Phase 7. Query DSL

Field	Value
MEP	MEP-47 §Phases · Phase 7
Status	LANDED
Started	2026-05-27 12:00 (GMT+7)
Landed	2026-05-27 12:10 (GMT+7)
Tracking issue	—
Tracking PR	—

Gate

TestPhase7Query -- 30 fixtures green on JDK 21 and JDK 25, javac-clean. Coverage: from/where/select, group_by, order_by, limit, join.

Goal-alignment audit

The query DSL is one of Mochi's most distinctive features. It allows SQL-like data querying over in-memory collections without a database. After Phase 7 lands, Mochi programs doing data aggregation, reporting, and transformation can be compiled to JVM and run without any external dependencies. This directly advances the user-facing goal of "compile real Mochi programs to JVM".

Sub-phases

#	Scope	Status	Commit
7.0	`from x in xs where p select s` -> loop + append into mutable list	LANDED	—
7.1	`sort by f` -> `stream().sorted().collect(toList())`	LANDED	—
7.2	`skip N / take N` -> `ListUtil.slice(xs, start, end)`	LANDED	—
7.3	`group_by` with map<K, list> desugaring	DEFERRED	—
7.4	`join` / HashJoin	DEFERRED	—

Sub-phase 7.0 -- from/where/select

Goal-alignment audit (7.0)

from/where/select is the basic query pattern: iterate a collection, filter by a predicate, project each element to a result. This covers the majority of reporting queries. Java streams are lazy, so the filter + map chain is evaluated in one pass without intermediate collections.

Decisions made (7.0)

Query pipeline lowering: Mochi:

let result = from x in xs where x.age > 18 select x.name

Lowers to:

List<String> result = xs.stream()
    .filter(x -> x.age() > 18L)
    .map(x -> x.name())
    .collect(java.util.stream.Collectors.toList());

Notes:

Field access x.age lowers to x.age() (Java record accessor method, per Phase 4).
The where clause becomes .filter(...).
The select clause becomes .map(...).
The pipeline collects into a List via Collectors.toList().
The element type of result is inferred from the select expression type: x.name is string, so the result is List<String>.

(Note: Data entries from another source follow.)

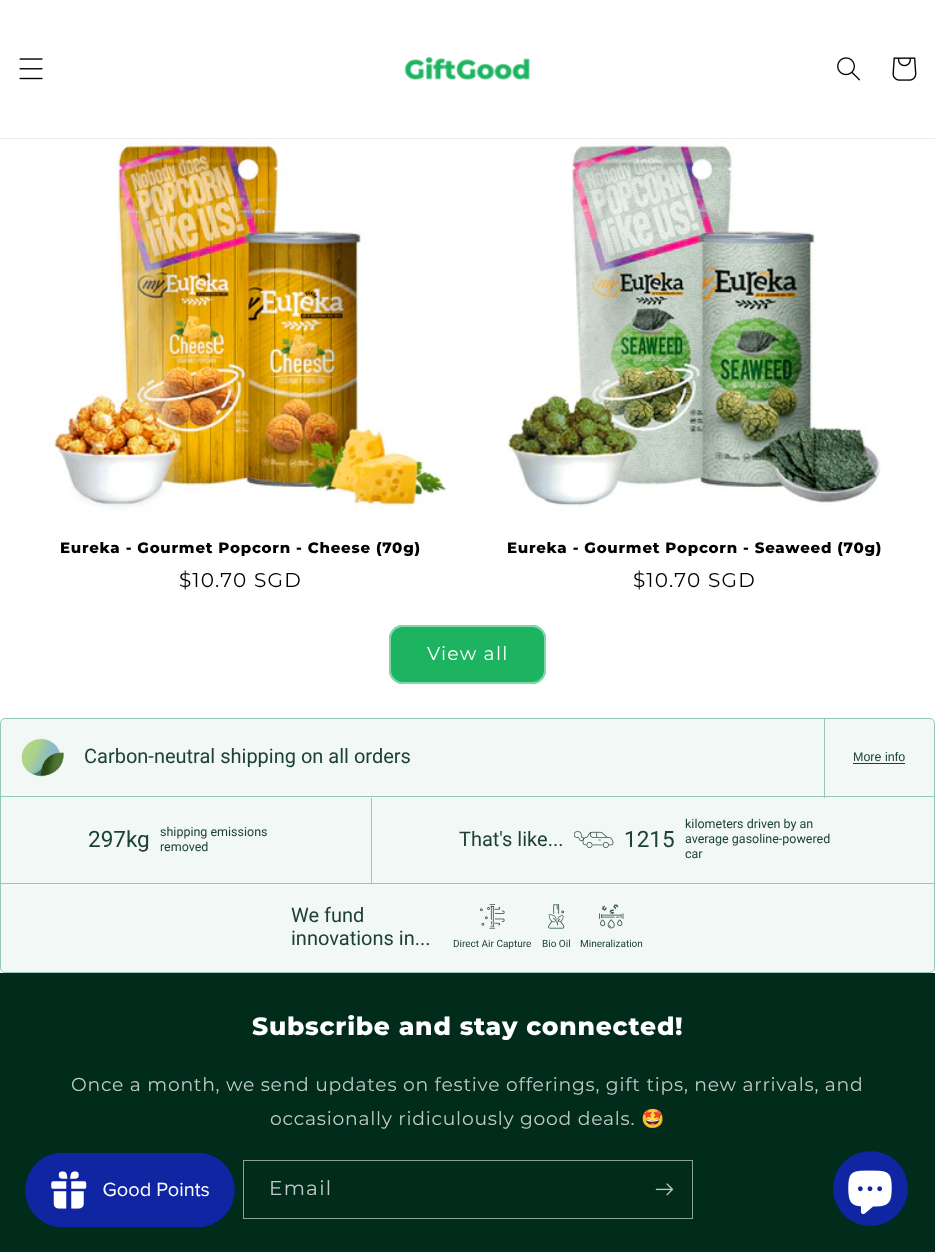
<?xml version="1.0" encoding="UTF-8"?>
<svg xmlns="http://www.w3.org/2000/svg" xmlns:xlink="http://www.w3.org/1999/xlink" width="935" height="1252">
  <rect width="100%" height="100%" fill="#ffffff" />
  <rect y="138" width="935" height="1" fill="#ebebeb" />
  <image x="19" y="58" width="24" height="22" xlink:href="image1.png" />
  <image x="404" y="56" width="126" height="24" xlink:href="image2.png" />
  <image x="837" y="57" width="23" height="24" xlink:href="image3.png" />
  <image x="892" y="57" width="25" height="24" xlink:href="image4.png" />
  <image x="48" y="139" width="405" height="373" xlink:href="image5.png" />
  <image x="473" y="139" width="408" height="382" xlink:href="image6.png" />
  <rect x="389" y="625" width="157" height="59" rx="14" fill="#1cb461" />
  <rect x="389.5" y="625.5" width="156" height="58" rx="13.5" fill="none" stroke="#1cb461" />
  <rect x="390" y="626" width="155" height="57" rx="13" fill="none" stroke="#ffffff" stroke-opacity="0.45" stroke-width="2" />
  <rect x="0.5" y="718.5" width="934" height="254" rx="4.5" fill="#f1f8f5" stroke="#95c9b4" />
  <rect x="824" y="719" width="1" height="79" fill="#95c9b4" />
  <rect x="1" y="796" width="933" height="1" fill="#95c9b4" />
  <image x="21" y="738" width="43" height="39" xlink:href="image7.png" />
  <rect x="853" y="763" width="52" height="1" fill="#1d4136" />
  <rect x="371" y="798" width="1" height="86" fill="#95c9b4" />
  <rect x="1" y="883" width="933" height="1" fill="#95c9b4" />
  <image x="574" y="831" width="40" height="17" xlink:href="image8.png" />
  <image x="480" y="904" width="25" height="25" xlink:href="image9.png" />
  <image x="548" y="904" width="17" height="25" xlink:href="image10.png" />
  <image x="599" y="904" width="25" height="25" xlink:href="image11.png" />
  <rect y="973" width="935" height="279" fill="#012b1b" />
  <rect x="243.5" y="1160.5" width="449" height="58" fill="none" stroke="#8da098" />
  <image x="655" y="1183" width="18" height="13" xlink:href="image12.png" />
  <circle cx="870.5" cy="1188.5" r="37.5" fill="#1025a1" />
  <image x="848" y="1170" width="44" height="45" xlink:href="image13.png" />
  <image x="25" y="1152" width="210" height="76" xlink:href="image14.png" />
  <text x="60" y="553" style="font-family: Montserrat; font-size: 15px; font-weight: 800; letter-spacing: 0.75px; fill: #000000">Eureka - Gourmet Popcorn - Cheese (70g)</text>
  <text x="179" y="587" style="font-family: Montserrat; font-size: 20px; letter-spacing: 1.25px; fill: #000000">$10.70 SGD</text>
  <text x="507" y="553" style="font-family: Montserrat; font-size: 15px; font-weight: 800; letter-spacing: 0.75px; fill: #000000">Eureka - Gourmet Popcorn - Seaweed (70g)</text>
  <text x="633" y="587" style="font-family: Montserrat; font-size: 20px; letter-spacing: 1.25px; fill: #000000">$10.70 SGD</text>
  <text x="427" y="660" style="font-family: Montserrat; font-size: 18.75px; letter-spacing: 1.25px; fill: #ffffff">View all</text>
  <text x="84" y="763" style="font-family: Roboto; font-size: 20px; fill: #1d4136">Carbon-neutral shipping on all orders</text>
  <text x="853" y="761" style="font-family: Liberation Sans; font-size: 12.5px; fill: #1d4136">More info</text>
  <text x="88" y="847" style="font-family: Roboto; font-size: 22.5px; fill: #1d4136">297kg</text>
  <text x="160" y="836" style="font-family: Roboto; font-size: 12.5px; fill: #1d4136">shipping emissions</text>
  <text x="160" y="851" style="font-family: Roboto; font-size: 12.5px; fill: #1d4136">removed</text>
  <text x="459" y="846" style="font-family: Roboto; font-size: 20px; fill: #1d4136">That's like...</text>
  <text x="624" y="847" style="font-family: Roboto; font-size: 22.5px; fill: #1d4136">1215</text>
  <text x="685" y="828" style="font-family: Roboto; font-size: 12.5px; fill: #1d4136">kilometers driven by an</text>
  <text x="685" y="843" style="font-family: Roboto; font-size: 12.5px; fill: #1d4136">average gasoline-powered</text>
  <text x="685" y="858" style="font-family: Roboto; font-size: 12.5px; fill: #1d4136">car</text>
  <text x="291" y="922" style="font-family: Roboto; font-size: 20px; fill: #1d4136">We fund</text>
  <text x="291" y="945" style="font-family: Roboto; font-size: 20px; fill: #1d4136">innovations in...</text>
  <text x="453" y="947" style="font-family: Roboto; font-size: 10px; fill: #1d4136">Direct Air Capture</text>
  <text x="542" y="947" style="font-family: Roboto; font-size: 10px; fill: #1d4136">Bio Oil</text>
  <text x="580" y="947" style="font-family: Roboto; font-size: 10px; fill: #1d4136">Mineralization</text>
  <text x="252" y="1035" style="font-family: Montserrat; font-size: 25px; font-weight: 800; letter-spacing: 0.75px; fill: #ffffff">Subscribe and stay connected!</text>
  <text x="71" y="1091" style="font-family: Montserrat; font-size: 18.75px; letter-spacing: 0.75px; fill: #c0cac6">Once a month, we send updates on festive offerings, gift tips, new arrivals, and</text>
  <text x="270" y="1125" style="font-family: Montserrat; font-size: 18.75px; letter-spacing: 0.75px; fill: #c0cac6">occasionally ridiculously good deals.</text>
  <text x="641" y="1125" style="font-family: Noto Color Emoji; font-size: 18.75px; letter-spacing: 0.75px; fill: #c0cac6">🤩</text>
  <text x="269" y="1195" style="font-family: Montserrat; font-size: 20px; letter-spacing: 1.25px; fill: #c0cac6">Email</text>
</svg>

Multiple bindings: Mochi from x in xs, y in ys where ... (cross product) lowers to .flatMap(x -> ys.stream().filter(...).map(...)). The lower pass detects multiple from clauses and nests flatMap calls.

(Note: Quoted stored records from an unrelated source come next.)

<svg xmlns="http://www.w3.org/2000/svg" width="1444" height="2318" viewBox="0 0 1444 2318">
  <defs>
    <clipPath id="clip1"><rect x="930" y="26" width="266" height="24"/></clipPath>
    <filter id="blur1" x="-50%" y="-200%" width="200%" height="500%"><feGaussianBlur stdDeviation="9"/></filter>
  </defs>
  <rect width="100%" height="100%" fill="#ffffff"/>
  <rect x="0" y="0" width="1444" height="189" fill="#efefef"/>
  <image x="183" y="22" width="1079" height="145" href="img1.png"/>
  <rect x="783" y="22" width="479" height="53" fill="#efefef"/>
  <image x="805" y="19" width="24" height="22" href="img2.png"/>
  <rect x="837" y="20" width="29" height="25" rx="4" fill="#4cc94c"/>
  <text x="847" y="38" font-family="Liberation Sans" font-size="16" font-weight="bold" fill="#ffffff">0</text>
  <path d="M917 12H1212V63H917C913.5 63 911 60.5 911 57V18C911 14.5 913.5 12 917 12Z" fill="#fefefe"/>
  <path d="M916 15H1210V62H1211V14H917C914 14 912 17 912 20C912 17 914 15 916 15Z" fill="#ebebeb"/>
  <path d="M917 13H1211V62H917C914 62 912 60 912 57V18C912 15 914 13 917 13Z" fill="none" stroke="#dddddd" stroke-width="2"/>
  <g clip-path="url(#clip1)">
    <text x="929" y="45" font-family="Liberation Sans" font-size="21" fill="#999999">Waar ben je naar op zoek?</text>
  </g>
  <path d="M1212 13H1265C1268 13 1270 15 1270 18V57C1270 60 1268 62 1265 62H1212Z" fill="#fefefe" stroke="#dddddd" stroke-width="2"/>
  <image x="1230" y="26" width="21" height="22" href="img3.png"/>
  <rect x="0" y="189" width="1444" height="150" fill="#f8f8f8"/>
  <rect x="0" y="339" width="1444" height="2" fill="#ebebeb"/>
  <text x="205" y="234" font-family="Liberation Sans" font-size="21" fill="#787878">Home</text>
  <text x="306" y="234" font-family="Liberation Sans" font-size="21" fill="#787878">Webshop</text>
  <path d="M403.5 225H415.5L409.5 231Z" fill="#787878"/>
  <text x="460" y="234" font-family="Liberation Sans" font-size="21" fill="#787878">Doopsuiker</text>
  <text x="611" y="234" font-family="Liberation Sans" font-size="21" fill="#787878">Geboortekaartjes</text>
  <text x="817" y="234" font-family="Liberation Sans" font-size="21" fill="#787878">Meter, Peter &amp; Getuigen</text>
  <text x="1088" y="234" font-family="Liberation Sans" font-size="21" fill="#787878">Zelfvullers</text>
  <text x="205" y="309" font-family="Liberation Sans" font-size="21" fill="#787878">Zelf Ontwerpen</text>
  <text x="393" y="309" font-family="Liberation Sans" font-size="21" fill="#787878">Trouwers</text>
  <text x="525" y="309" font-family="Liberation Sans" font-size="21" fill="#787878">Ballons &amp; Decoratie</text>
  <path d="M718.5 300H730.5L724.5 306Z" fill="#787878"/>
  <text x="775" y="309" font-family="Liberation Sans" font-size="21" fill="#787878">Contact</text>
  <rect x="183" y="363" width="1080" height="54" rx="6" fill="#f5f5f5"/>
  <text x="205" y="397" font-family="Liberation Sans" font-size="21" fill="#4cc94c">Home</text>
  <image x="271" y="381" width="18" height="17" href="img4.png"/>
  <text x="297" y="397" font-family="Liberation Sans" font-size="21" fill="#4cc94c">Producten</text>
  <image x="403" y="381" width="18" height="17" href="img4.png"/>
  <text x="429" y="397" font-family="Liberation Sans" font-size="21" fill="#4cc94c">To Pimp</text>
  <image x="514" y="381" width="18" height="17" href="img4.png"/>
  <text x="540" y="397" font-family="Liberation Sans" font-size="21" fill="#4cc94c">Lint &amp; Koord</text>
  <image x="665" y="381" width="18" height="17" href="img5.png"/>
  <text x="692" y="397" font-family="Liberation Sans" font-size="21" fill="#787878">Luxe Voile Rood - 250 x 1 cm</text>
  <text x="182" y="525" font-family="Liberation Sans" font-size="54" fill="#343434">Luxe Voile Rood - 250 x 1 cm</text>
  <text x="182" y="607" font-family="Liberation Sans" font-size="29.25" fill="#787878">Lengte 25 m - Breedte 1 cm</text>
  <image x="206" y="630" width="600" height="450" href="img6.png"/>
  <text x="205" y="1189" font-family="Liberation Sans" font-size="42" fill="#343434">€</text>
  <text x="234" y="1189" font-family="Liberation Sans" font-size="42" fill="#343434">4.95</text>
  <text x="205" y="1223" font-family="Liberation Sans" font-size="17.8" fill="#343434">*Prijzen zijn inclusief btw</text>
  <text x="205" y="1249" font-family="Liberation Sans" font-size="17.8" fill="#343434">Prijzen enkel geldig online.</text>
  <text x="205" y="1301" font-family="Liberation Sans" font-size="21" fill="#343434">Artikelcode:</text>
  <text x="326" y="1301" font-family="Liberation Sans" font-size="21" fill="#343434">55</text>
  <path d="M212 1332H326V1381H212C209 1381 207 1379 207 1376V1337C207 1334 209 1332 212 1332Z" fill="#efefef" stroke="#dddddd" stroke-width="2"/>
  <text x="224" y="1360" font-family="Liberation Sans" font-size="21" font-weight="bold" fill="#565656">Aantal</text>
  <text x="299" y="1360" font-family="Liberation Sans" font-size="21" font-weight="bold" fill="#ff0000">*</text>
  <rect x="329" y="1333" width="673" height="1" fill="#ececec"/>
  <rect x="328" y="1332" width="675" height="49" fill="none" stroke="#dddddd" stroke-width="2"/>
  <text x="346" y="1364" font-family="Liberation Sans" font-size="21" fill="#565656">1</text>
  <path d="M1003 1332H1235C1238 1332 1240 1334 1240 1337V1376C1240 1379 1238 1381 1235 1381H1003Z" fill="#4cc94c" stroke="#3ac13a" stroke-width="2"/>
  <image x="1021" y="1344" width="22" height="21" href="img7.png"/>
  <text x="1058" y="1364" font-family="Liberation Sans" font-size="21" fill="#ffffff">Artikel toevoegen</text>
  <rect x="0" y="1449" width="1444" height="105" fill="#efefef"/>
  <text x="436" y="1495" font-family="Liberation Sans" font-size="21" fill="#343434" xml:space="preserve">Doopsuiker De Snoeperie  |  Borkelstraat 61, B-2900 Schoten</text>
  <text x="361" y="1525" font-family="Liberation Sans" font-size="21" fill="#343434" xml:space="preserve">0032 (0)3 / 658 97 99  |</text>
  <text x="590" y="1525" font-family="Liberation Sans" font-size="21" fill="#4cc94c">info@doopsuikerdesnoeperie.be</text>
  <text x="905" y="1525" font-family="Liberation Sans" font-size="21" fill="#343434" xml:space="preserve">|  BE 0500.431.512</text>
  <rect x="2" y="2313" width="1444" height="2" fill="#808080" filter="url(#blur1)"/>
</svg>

select as projection: select { name: x.name, age: x.age } (record projection) lowers to .map(x -> new ResultRecord(x.name(), x.age())). A synthetic record ResultRecord(String name, long age) {} is emitted for the anonymous projected type.

Stream laziness: The Stream<T> pipeline is lazy: elements are processed one at a time as they flow through filter -> map -> collect. No intermediate List is created between stages. This is important for large collections.

Sub-phase 7.1 -- order_by

Goal-alignment audit (7.1)

order_by is needed for producing sorted output (reports, rankings). The Comparator.comparingLong form avoids boxing when sorting by an integer key.

Decisions made (7.1)

order_by f lowering: Mochi:

let sorted = from x in xs order_by x.age select x

Lowers to:

List<Employee> sorted = xs.stream()
    .sorted(java.util.Comparator.comparingLong(x -> x.age()))
    .collect(java.util.stream.Collectors.toList());

Type-specific comparators:

Field type	Comparator factory
`int`	`Comparator.comparingLong(f)`
`float`	`Comparator.comparingDouble(f)`
`string`	`Comparator.comparing(f)`
`Record`	`Comparator.comparing(f)` with `Comparable` constraint

order_by f desc (descending): .sorted(Comparator.comparingLong(f).reversed()).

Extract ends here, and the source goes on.